L’Absence de Réparation Légitime et Légale
Le nœud du problème entourant les Déguerpissements à Gesco réside dans l’absence totale de dédommagement financier conforme aux standards nationaux et internationaux. Malgré les multiples recours administratifs déposés et les audiences accordées par les services municipaux de Yopougon, aucune enveloppe indemnitaire globale n’a été débloquée. Les victimes des Déguerpissements à Gesco dénoncent une opacité managériale intolérable de la part des comités de suivi mis en place après la crise.
Le sentiment d’injustice est renforcé par le fait que les espaces déguerpis demeurent pour la plupart inexploités ou livrés à des intérêts privés obscurs. Cette situation pousse le collectif lié aux Déguerpissements à Gesco à durcir le ton. Les dirigeants de l’association menacent de lancer des actions de protestation pacifiques de grande envergure si un calendrier de paiement clair n’est pas publié par les autorités préfectorales avant la fin de la saison des pluies.

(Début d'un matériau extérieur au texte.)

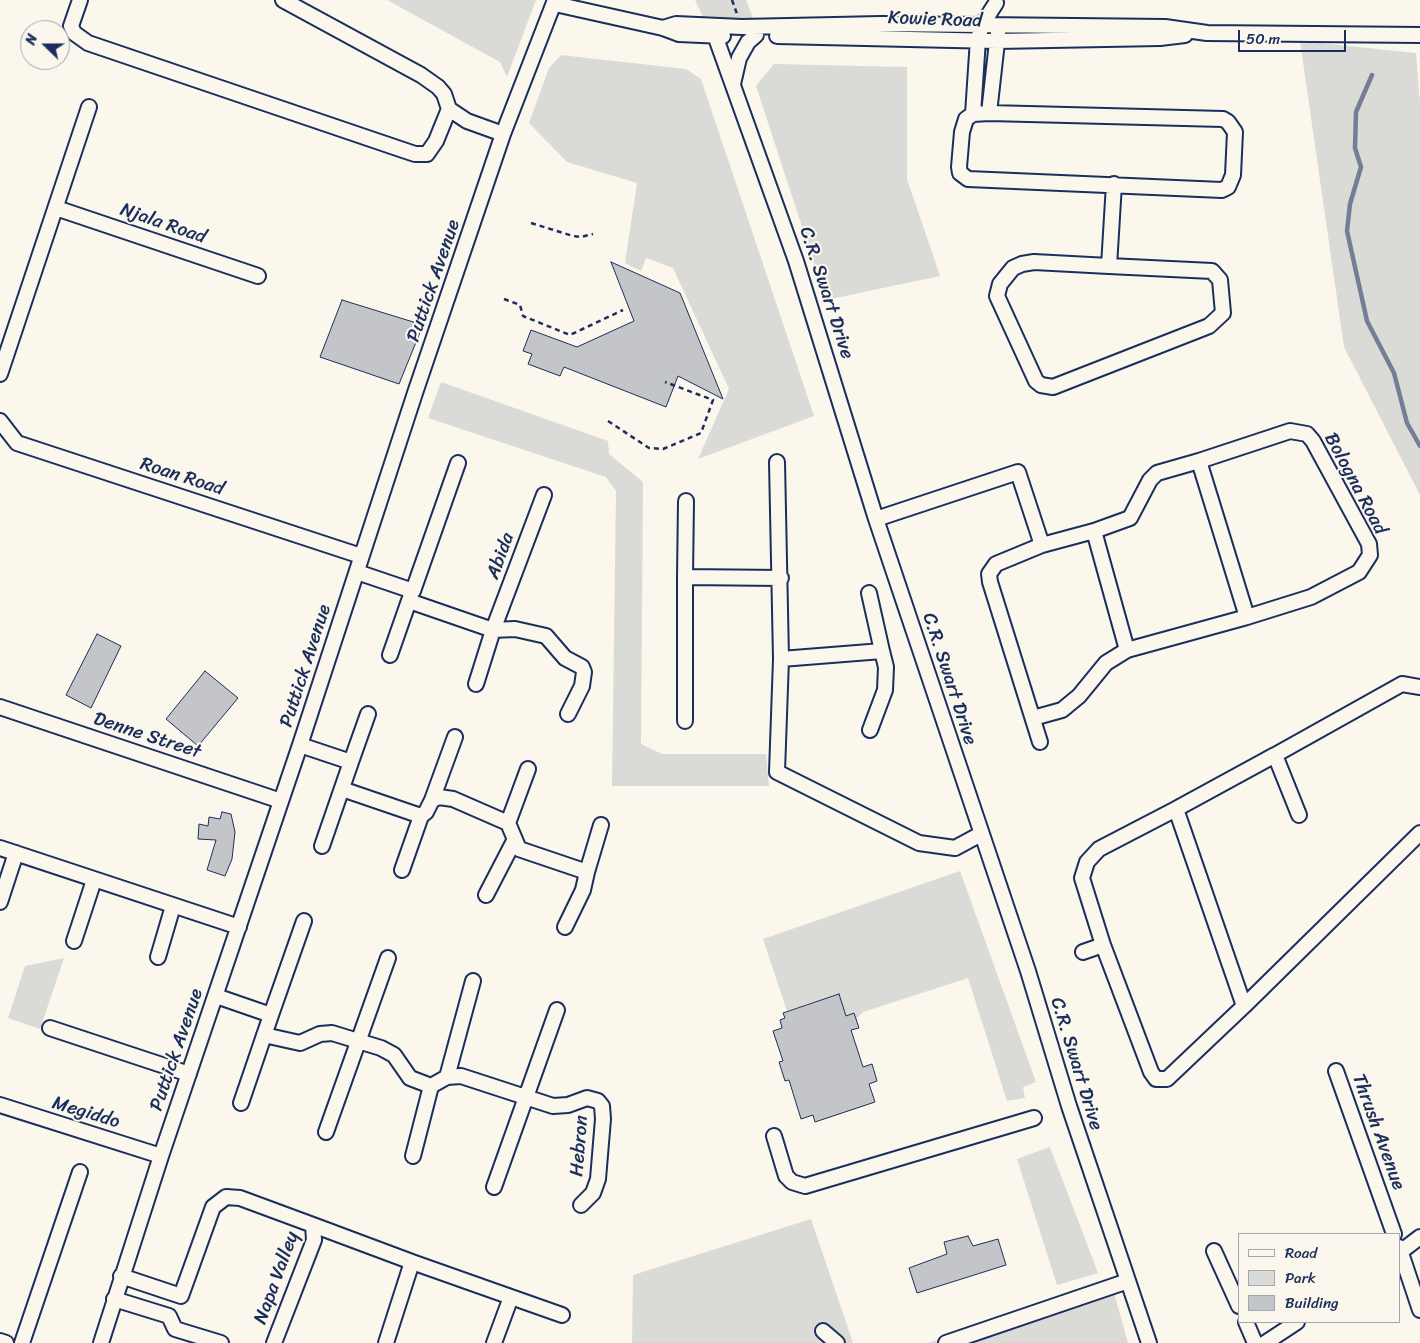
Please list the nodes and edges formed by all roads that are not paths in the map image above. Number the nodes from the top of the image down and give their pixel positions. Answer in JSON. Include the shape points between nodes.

L’Analyse du Risque Social lié aux Déguerpissements à Gesco
La Responsabilité des Institutions Municipales et Étatiques
La gestion post-crise des Déguerpissements à Gesco met en lumière les défaillances de la coordination interministérielle en Côte d’Ivoire. Si la nécessité d’assainir les zones à risques pour éviter les drames liés aux inondations est comprise par les populations, la méthode brute utilisée lors des Déguerpissements à Gesco est unanimement condamnée. Les experts en sociologie urbaine soulignent que déplacer la pauvreté sans la traiter ne fait que déplacer les foyers d’instabilité sociale vers la périphérie de la ville.
La municipalité de Yopougon, sous la direction de ses nouveaux organes de gestion, se renvoie la balle avec le district autonome concernant la responsabilité des indemnisations des Déguerpissements à Gesco. Cette guerre d’usure bureaucratique épuise les derniers recours des familles, obligées de s’entasser dans des abris de fortune ou de dépendre de la solidarité communautaire. Le collectif exige désormais la nomination d’un médiateur indépendant pour débloquer cette situation dramatique.
Les Perspectives d’Avenir pour la Cohésion Sociale
La résolution pacifique du conflit lié aux Déguerpissements à Gesco constitue un test majeur pour la politique de cohésion nationale prônée par le sommet de l’État. Ignorer plus longtemps les revendications légitimes des habitants de Gesco expose la commune à des tensions sociales imprévisibles. La réhabilitation des droits des victimes des Déguerpissements à Gesco doit passer par un recensement transparent et transparent des préjudices subis.
À long terme, les leçons des Déguerpissements à Gesco doivent servir à réformer en profondeur le cadre juridique des expropriations en milieu urbain. L’obligation de relogement préalable doit devenir une condition sine qua non avant toute intervention des forces de l’ordre. C’est uniquement par le dialogue et la justice réparatrice que la confiance pourra être restaurée entre les citoyens de Yopougon et les décideurs politiques chargés de bâtir l’Abidjan de demain.
Résumé : Bilan des Déguerpissements à Gesco
- ⬢ Triste anniversaire : Deux ans après les Déguerpissements à Gesco à Yopougon, les victimes n’ont obtenu aucune réparation financière.
- ⬢ Conférence publique : Le collectif représentant les cités Éden et Pays-Bas a dénoncé le mardi 23 juin 2026 le mépris des autorités locales.
- ⬢ Impacts collatéraux : L’absence d’accompagnement post-Déguerpissements à Gesco a provoqué une précarité extrême et de nombreuses déscolarisations.
- ⬢ Ultimatum lancé : Les sinistrés réclament la nomination d’un médiateur indépendant et menacent de mener des actions de protestation de rue.